_What you have to do_.
The lines needed are those below that contain the word "НИКОЛАЯ"; copy each one.
** Opening Study material block **
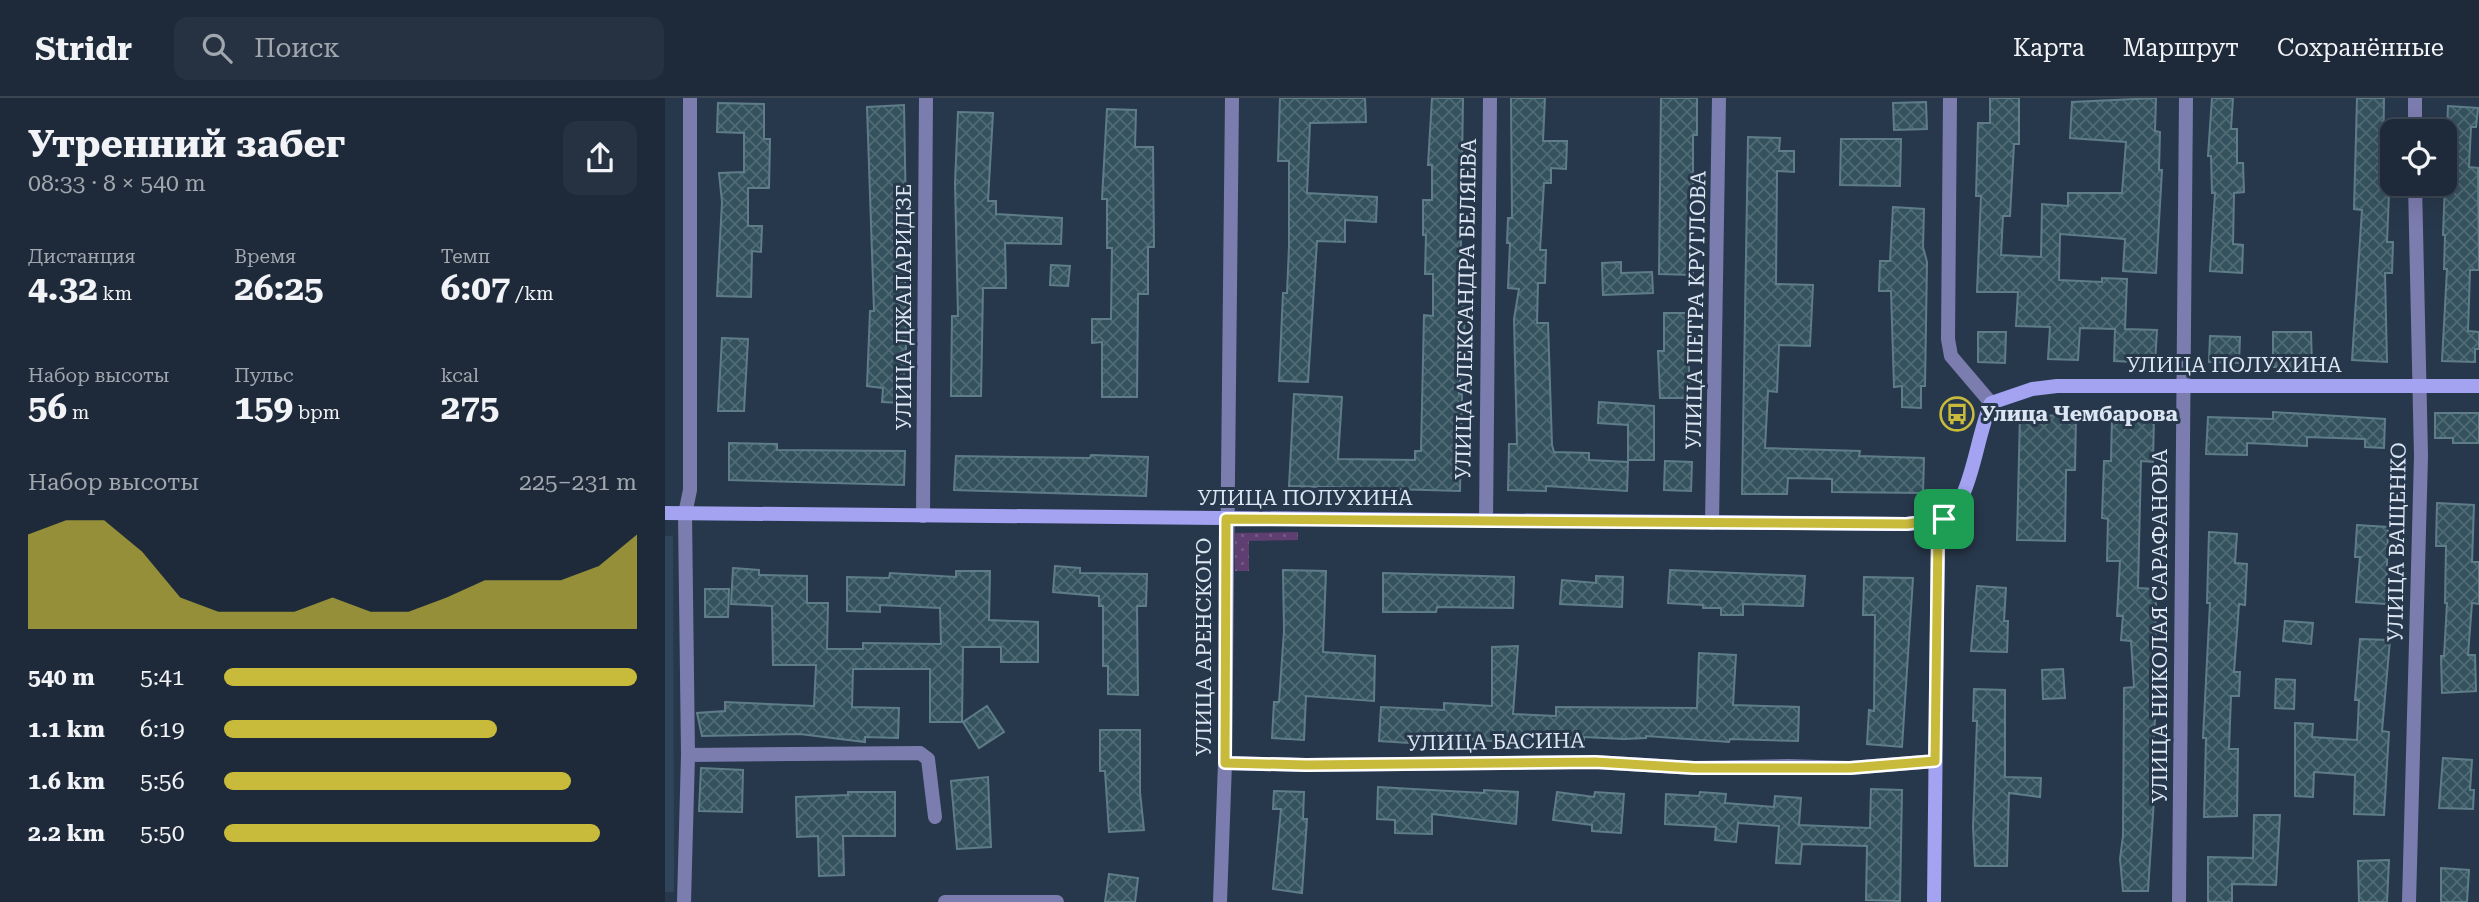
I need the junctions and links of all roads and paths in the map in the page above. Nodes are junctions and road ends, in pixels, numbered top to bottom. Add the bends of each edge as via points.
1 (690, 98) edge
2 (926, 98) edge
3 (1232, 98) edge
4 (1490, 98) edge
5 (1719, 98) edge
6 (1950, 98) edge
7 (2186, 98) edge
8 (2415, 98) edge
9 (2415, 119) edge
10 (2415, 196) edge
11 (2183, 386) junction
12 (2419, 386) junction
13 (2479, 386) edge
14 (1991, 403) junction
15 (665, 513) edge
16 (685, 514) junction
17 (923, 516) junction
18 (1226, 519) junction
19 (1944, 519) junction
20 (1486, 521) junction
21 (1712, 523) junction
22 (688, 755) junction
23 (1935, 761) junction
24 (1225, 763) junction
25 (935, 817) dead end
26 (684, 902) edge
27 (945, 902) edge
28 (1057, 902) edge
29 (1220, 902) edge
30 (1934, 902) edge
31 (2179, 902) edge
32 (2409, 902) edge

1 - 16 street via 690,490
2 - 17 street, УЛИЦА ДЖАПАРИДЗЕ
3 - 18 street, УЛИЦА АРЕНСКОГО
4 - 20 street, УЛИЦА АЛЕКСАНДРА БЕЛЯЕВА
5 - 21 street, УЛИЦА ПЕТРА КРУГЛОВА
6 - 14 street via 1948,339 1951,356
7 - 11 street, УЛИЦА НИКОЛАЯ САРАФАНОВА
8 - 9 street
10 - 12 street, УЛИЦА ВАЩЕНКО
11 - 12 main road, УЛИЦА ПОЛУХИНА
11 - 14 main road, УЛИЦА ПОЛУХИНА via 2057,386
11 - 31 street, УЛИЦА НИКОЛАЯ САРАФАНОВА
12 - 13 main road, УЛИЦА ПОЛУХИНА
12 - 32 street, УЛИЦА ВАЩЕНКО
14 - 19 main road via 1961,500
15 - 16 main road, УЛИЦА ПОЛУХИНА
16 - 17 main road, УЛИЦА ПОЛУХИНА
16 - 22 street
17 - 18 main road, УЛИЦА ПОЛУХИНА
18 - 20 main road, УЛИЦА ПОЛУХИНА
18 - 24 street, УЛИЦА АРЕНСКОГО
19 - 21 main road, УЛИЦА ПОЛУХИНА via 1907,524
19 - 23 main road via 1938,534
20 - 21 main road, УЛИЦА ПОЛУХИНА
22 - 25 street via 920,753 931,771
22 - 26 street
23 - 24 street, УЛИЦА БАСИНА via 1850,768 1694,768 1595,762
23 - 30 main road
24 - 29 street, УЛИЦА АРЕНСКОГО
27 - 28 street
** Closing Study material block **
_Solution to this problem_.
7 - 11 street, УЛИЦА НИКОЛАЯ САРАФАНОВА
11 - 31 street, УЛИЦА НИКОЛАЯ САРАФАНОВА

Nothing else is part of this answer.